She was born in Germany, the daughter of a backpacking human-rights activist and a Peruvian artist. From Germany, the family made it to Hawaii, hopscotching from island to island, where her younger brother, Kainoa, was born. Sometimes Q'orianka's dad was part of the picture, sometimes not.

Her first languages were Quechua and Spanish. But her parents fought, often and bitterly. Early on, Q'orianka says, she came to associate those languages with strife and conflict.

"So I blocked it out," she says matter-of-factly, adding that she is estranged from her father. Now, she says, she "only" speaks English, German and Algonquian. The Algonquian she learned for the movie. The German she picked up because she wanted to eavesdrop on her mother and her grandmother.

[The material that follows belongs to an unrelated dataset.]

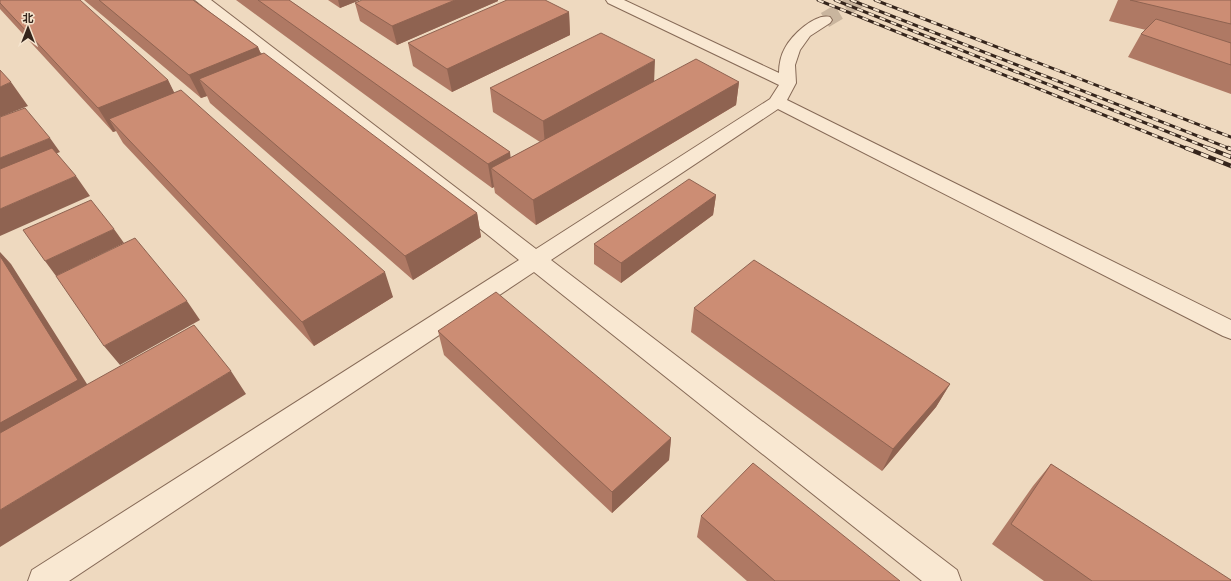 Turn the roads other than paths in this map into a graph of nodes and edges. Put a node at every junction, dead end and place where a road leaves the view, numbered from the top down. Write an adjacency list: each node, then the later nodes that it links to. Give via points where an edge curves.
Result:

During her early childhood in Hawaii, money was tight, so the family would hang out in the hotels, watching the entertainment. Q'orianka was mesmerized by the dancers and singers. Soon she was dancing and singing, too, studying all kinds of dance from ballet to Hawaiian to West African. She was 6 when she did her first street performance. By the time she was 9, she'd performed in more than 250 dance contests and local variety shows.

Just before her ninth birthday, the Kilchers landed in Los Angeles. "The last place I wanted to be was in L.A.," says her mother -- they were actually heading to Oklahoma so that Q'orianka could record a music demo, but their car broke down in Los Angeles. Saskia thought they'd be there a couple months at most, but her daughter was transfixed. Q'orianka's stage was Third Street Promenade in Santa Monica, where she belted out songs in that big, bluesy voice of hers. (Her mother and the singer Jewel are first cousins.)

They saw a Rolling Stones concert, Saskia recalls, and her daughter told her, "Mom, I can see myself in that arena." So they struck the deal: Saskia would help with her career, so long as she used her talents to "empower her voice" and those of others.

Her mother hauled her around from audition to acting class in their beat-up car.

"My mom was so sweet, she would always do anything to get me to acting class," recalls Q'orianka. "She was always walking around very dirty because she was always under the car, being the mechanic. She was always under the car, all dirty and oily and stuff.

"And all the moms were making fun of her and stuff because we are, of course, different and they have their fancy cars and stuff and here we are under the car."

It was at one of those classes that her grease-smudged mother met Carlyne Grager , the woman who would become Q'orianka's agent. Her daughter was taking classes there, too, and the two women quickly bonded. Soon, she'd signed Q'orianka to her Seattle-based agency. Q'orianka was 10 at the time.